Los papis nos llevaron al colegio, con los donuts en la cartera, se preocuparon de nuestro bienestar, resolvieron conflictos y entuertos, nos enseñaron a respetar a los demás y a ser buenas personas, a no guardar rencor ni vengarnos de nadie. Hicieron los deberes, dibujaron y recuperaron los quebrados y raíces cuadradas con nosotros. Pero sobre todo nos enseñaron, y en eso seguimos, a amar la belleza, la cultura, a pensar, a disfrutar de la buena música, los libros y el cine. No intentaron moldearnos como quien cultiva un bonsai en maceta pequeña, retorciendo raíces o podando ramas. En absoluto. Nos dejaron volar, ser libres. Y si advertían que en ese aprendizaje había que pegarse una castaña, caerse de la bicicleta y pelarse las rodillas, nos dejaban aprender de nuestros errores. Ellos ponían la mercromina y la tirita de rigor. Y punto. Aunque eso sí: en asuntos de seguridad mayor, los papis nunca dudaban en trasnochar mil noches y una noche; se enfundaban los pantalones encima del pijama y conducían de madrugada a fin de que no volviéramos solos, borrachos y arrastrándonos a casa.

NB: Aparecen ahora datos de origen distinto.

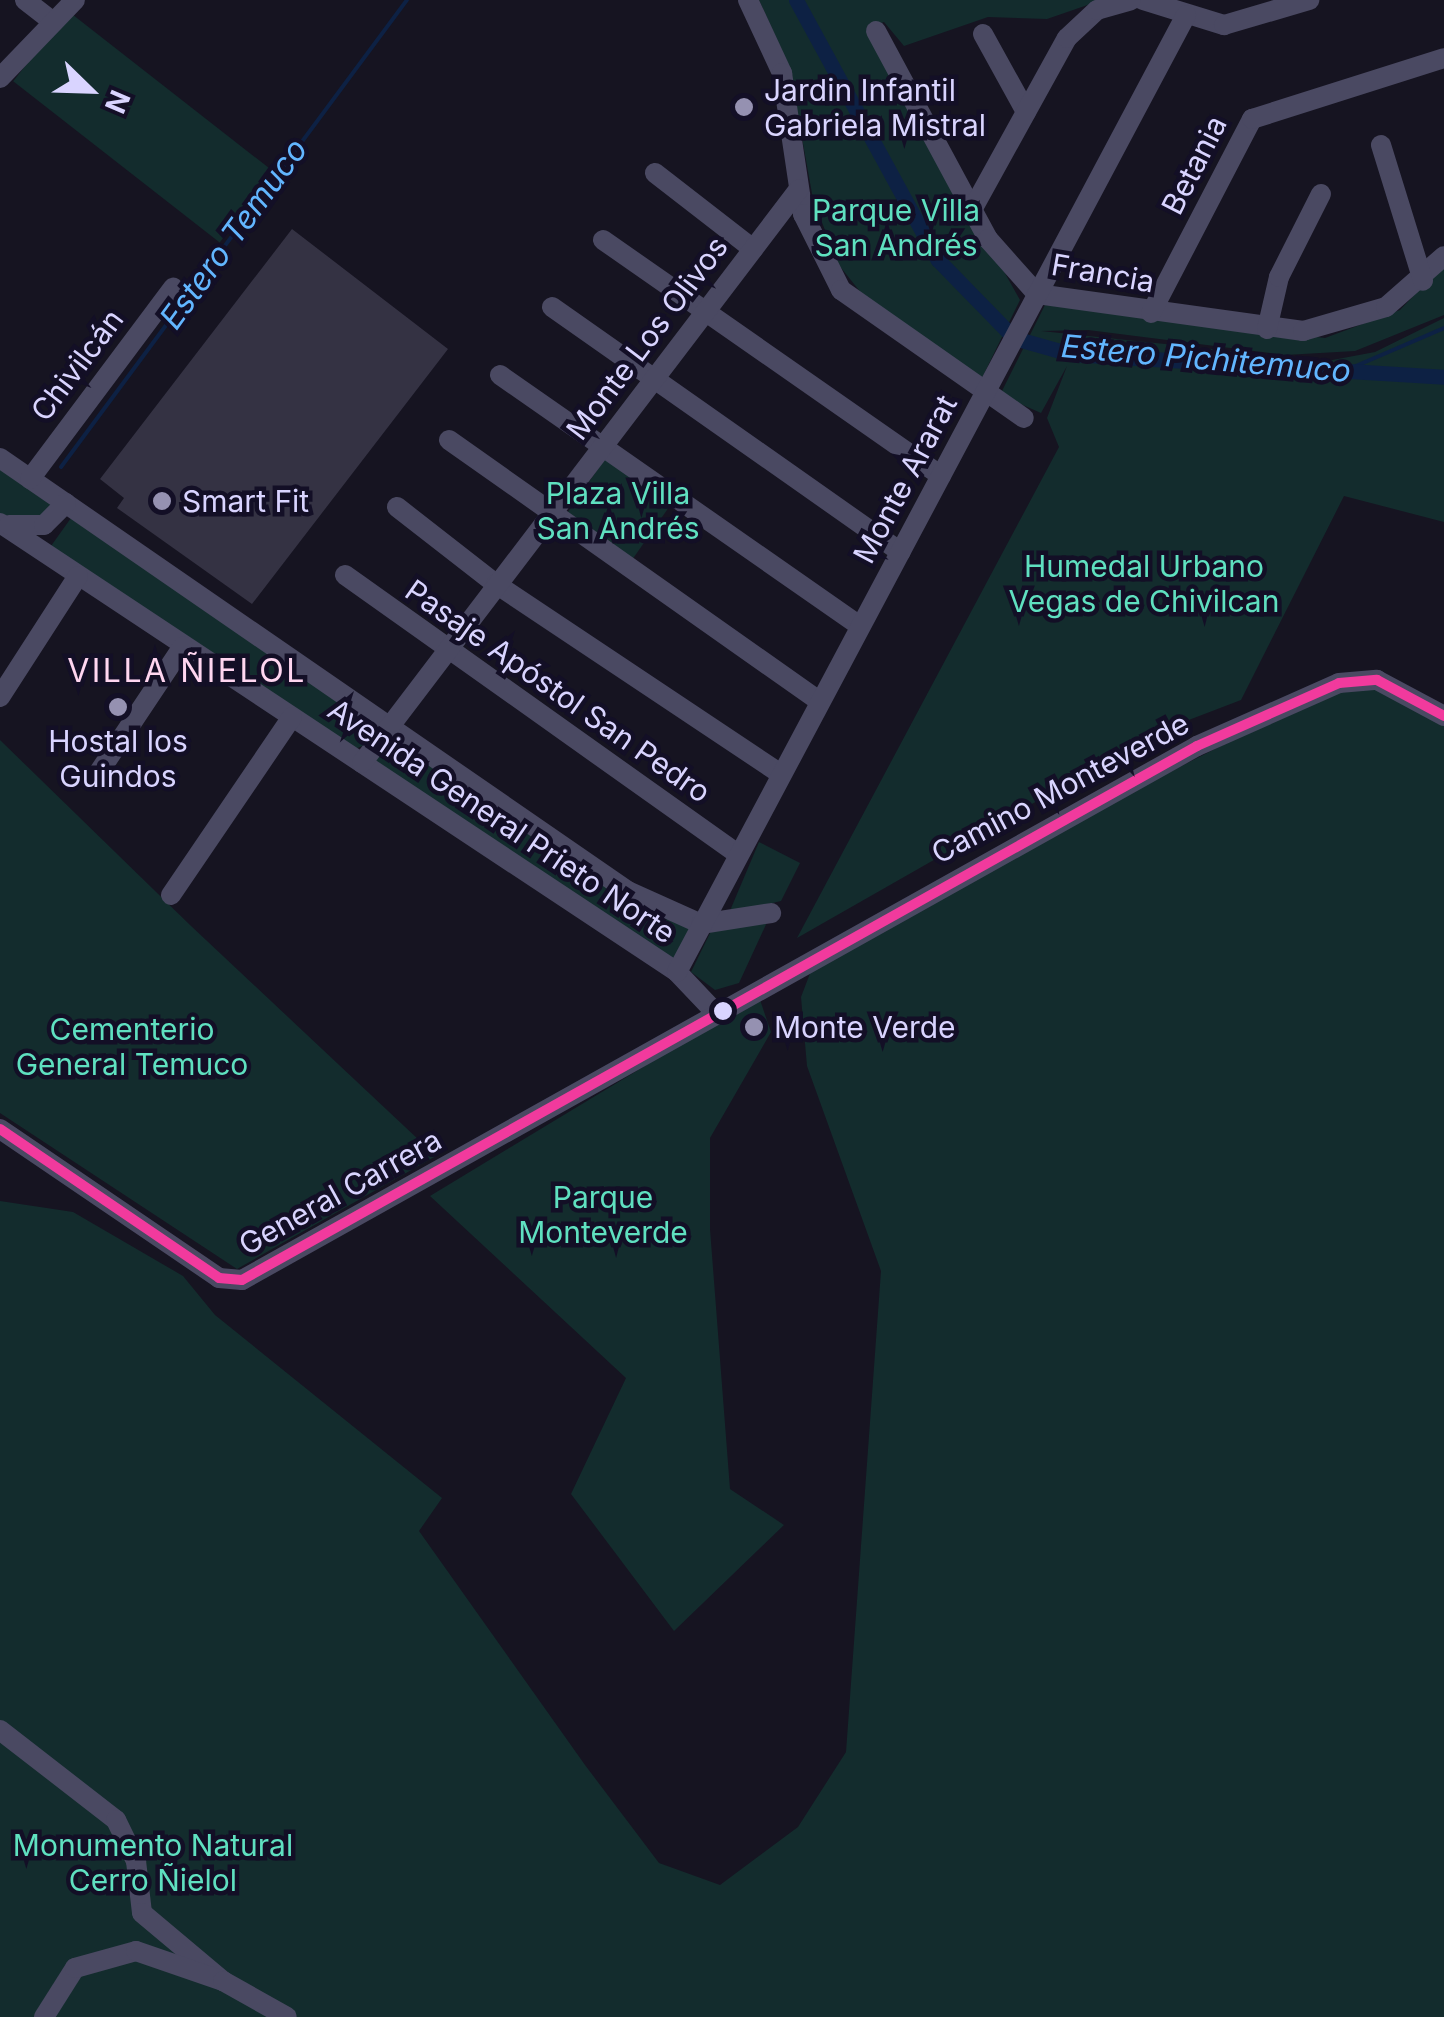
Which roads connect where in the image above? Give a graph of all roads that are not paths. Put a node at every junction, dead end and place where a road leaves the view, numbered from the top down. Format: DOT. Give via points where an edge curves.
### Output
graph roads {
  1 [pos="25,0"];
  2 [pos="75,0"];
  3 [pos="748,0"];
  4 [pos="1131,0"];
  5 [pos="1144,0"];
  6 [pos="1310,0"];
  7 [pos="1186,15"];
  8 [pos="53,22"];
  9 [pos="876,31"];
  10 [pos="983,34"];
  11 [pos="1444,58"];
  12 [pos="0,78"];
  13 [pos="1026,112"];
  14 [pos="1381,144"];
  15 [pos="656,173"];
  16 [pos="800,189"];
  17 [pos="1321,194"];
  18 [pos="972,210"];
  19 [pos="602,240"];
  20 [pos="753,249"];
  21 [pos="1444,256"];
  22 [pos="1422,280"];
  23 [pos="173,288"];
  24 [pos="1036,294"];
  25 [pos="552,307"];
  26 [pos="1151,312"];
  27 [pos="702,317"];
  28 [pos="1268,329"];
  29 [pos="500,375"];
  30 [pos="650,384"];
  31 [pos="983,396"];
  32 [pos="1024,418"];
  33 [pos="449,440"];
  34 [pos="600,450"];
  35 [pos="0,458"];
  36 [pos="940,476"];
  37 [pos="30,478"];
  38 [pos="66,503"];
  39 [pos="397,507"];
  40 [pos="547,518"];
  41 [pos="1,524"];
  42 [pos="900,552"];
  43 [pos="345,575"];
  44 [pos="78,576"];
  45 [pos="496,584"];
  46 [pos="860,626"];
  47 [pos="183,646"];
  48 [pos="445,651"];
  49 [pos="0,696"];
  50 [pos="820,702"];
  51 [pos="1444,716"];
  52 [pos="292,718"];
  53 [pos="389,725"];
  54 [pos="362,763"];
  55 [pos="781,774"];
  56 [pos="93,781"];
  57 [pos="738,854"];
  58 [pos="171,895"];
  59 [pos="771,913"];
  60 [pos="701,924"];
  61 [pos="677,972"];
  62 [pos="714,1010"];
  63 [pos="0,1129"];
  64 [pos="0,1730"];
  65 [pos="223,1982"];
  66 [pos="44,2017"];
  67 [pos="286,2017"];
  1 -- 8 [label="street"];
  2 -- 8 [label="street"];
  3 -- 16 [label="street" via="778,58"];
  4 -- 13 [label="street" via="1074,30"];
  5 -- 7 [label="street"];
  6 -- 7 [label="street" via="1224,26"];
  7 -- 24 [label="street, Monte Ararat"];
  8 -- 12 [label="street"];
  9 -- 18 [label="street, Francia"];
  10 -- 13 [label="street"];
  11 -- 26 [label="street, Betania" via="1252,119"];
  13 -- 18 [label="street"];
  14 -- 22 [label="street"];
  15 -- 20 [label="street"];
  16 -- 20 [label="street, Monte Los Olivos"];
  16 -- 31 [label="street" via="812,242 841,290"];
  17 -- 28 [label="street" via="1279,277"];
  18 -- 24 [label="street, Francia"];
  19 -- 27 [label="street"];
  20 -- 27 [label="street, Monte Los Olivos"];
  21 -- 22 [label="street, Francia"];
  22 -- 28 [label="street, Francia" via="1347,323"];
  23 -- 37 [label="street, Chivilcán"];
  24 -- 26 [label="street, Francia"];
  24 -- 31 [label="street, Monte Ararat"];
  25 -- 30 [label="street"];
  26 -- 28 [label="street, Francia"];
  27 -- 30 [label="street, Monte Los Olivos"];
  27 -- 36 [label="street"];
  29 -- 34 [label="street"];
  30 -- 34 [label="street, Monte Los Olivos"];
  30 -- 42 [label="street"];
  31 -- 32 [label="street"];
  31 -- 36 [label="street, Monte Ararat"];
  33 -- 40 [label="street"];
  34 -- 40 [label="street, Monte Los Olivos"];
  34 -- 46 [label="street"];
  35 -- 37 [label="street, Avenida General Prieto Norte"];
  36 -- 42 [label="street, Monte Ararat"];
  37 -- 38 [label="street, Avenida General Prieto Norte"];
  38 -- 41 [label="street" via="44,526"];
  38 -- 53 [label="street, Avenida General Prieto Norte"];
  39 -- 45 [label="street"];
  40 -- 45 [label="street, Monte Los Olivos"];
  40 -- 50 [label="street"];
  41 -- 44 [label="street, Avenida General Prieto Norte"];
  42 -- 46 [label="street, Monte Ararat"];
  43 -- 48 [label="street, Pasaje Apóstol San Pedro"];
  44 -- 47 [label="street, Avenida General Prieto Norte"];
  44 -- 49 [label="street"];
  45 -- 48 [label="street, Monte Los Olivos"];
  45 -- 55 [label="street"];
  46 -- 50 [label="street, Monte Ararat"];
  47 -- 52 [label="street, Avenida General Prieto Norte"];
  47 -- 56 [label="street"];
  48 -- 53 [label="street, Monte Los Olivos"];
  48 -- 57 [label="street, Pasaje Apóstol San Pedro"];
  50 -- 55 [label="street, Monte Ararat"];
  51 -- 62 [label="street, Camino Monteverde" via="1377,680 1339,683 1197,746"];
  52 -- 54 [label="street, Avenida General Prieto Norte"];
  52 -- 58 [label="street"];
  53 -- 54 [label="street, Monte Los Olivos"];
  53 -- 60 [label="street, Avenida General Prieto Norte" via="628,891"];
  54 -- 61 [label="street, Avenida General Prieto Norte"];
  55 -- 57 [label="street, Monte Ararat"];
  57 -- 60 [label="street, Monte Ararat"];
  59 -- 60 [label="street, Avenida General Prieto Norte"];
  60 -- 61 [label="street, Monte Ararat"];
  61 -- 62 [label="street, Avenida General Prieto Norte"];
  62 -- 63 [label="street, General Carrera" via="404,1194 234,1281"];
  64 -- 65 [label="street" via="116,1820 136,1861 142,1912"];
  65 -- 66 [label="street" via="136,1951 94,1956 60,1983"];
  65 -- 67 [label="street"];
}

Nuestros papis --y también nuestros abuelos-- pasaron por tiempos difíciles, sumamente difíciles, pero tuvieron el suficiente juicio como para no inculcarnos dogmas, ni envenenar nuestras mentes, cavando trincheras o fomentando el guerracivilismo del que aún viven y se enriquecen muchos cretinos. En política nos explicaron lo deleznable del totalitarismo, más allá de su procedencia y origen. Nos hablaron de las bondades del bien común platónico y de lo abominable de la explotación del hombre por el hombre, pero sobre todo de lo importante y decisivo que es, a nivel personal, entregarse, trabajar y volcar toda nuestra energía en abrirnos paso día a día, a fin de labrarse un futuro mejor. Lo mismo hicieron en asuntos de religión. Nada de dogmas, que cada uno al fin y al cabo dibuja su propio mapa de la existencia y da respuesta --¡O no, qué importa eso!-- a las preguntas magnas.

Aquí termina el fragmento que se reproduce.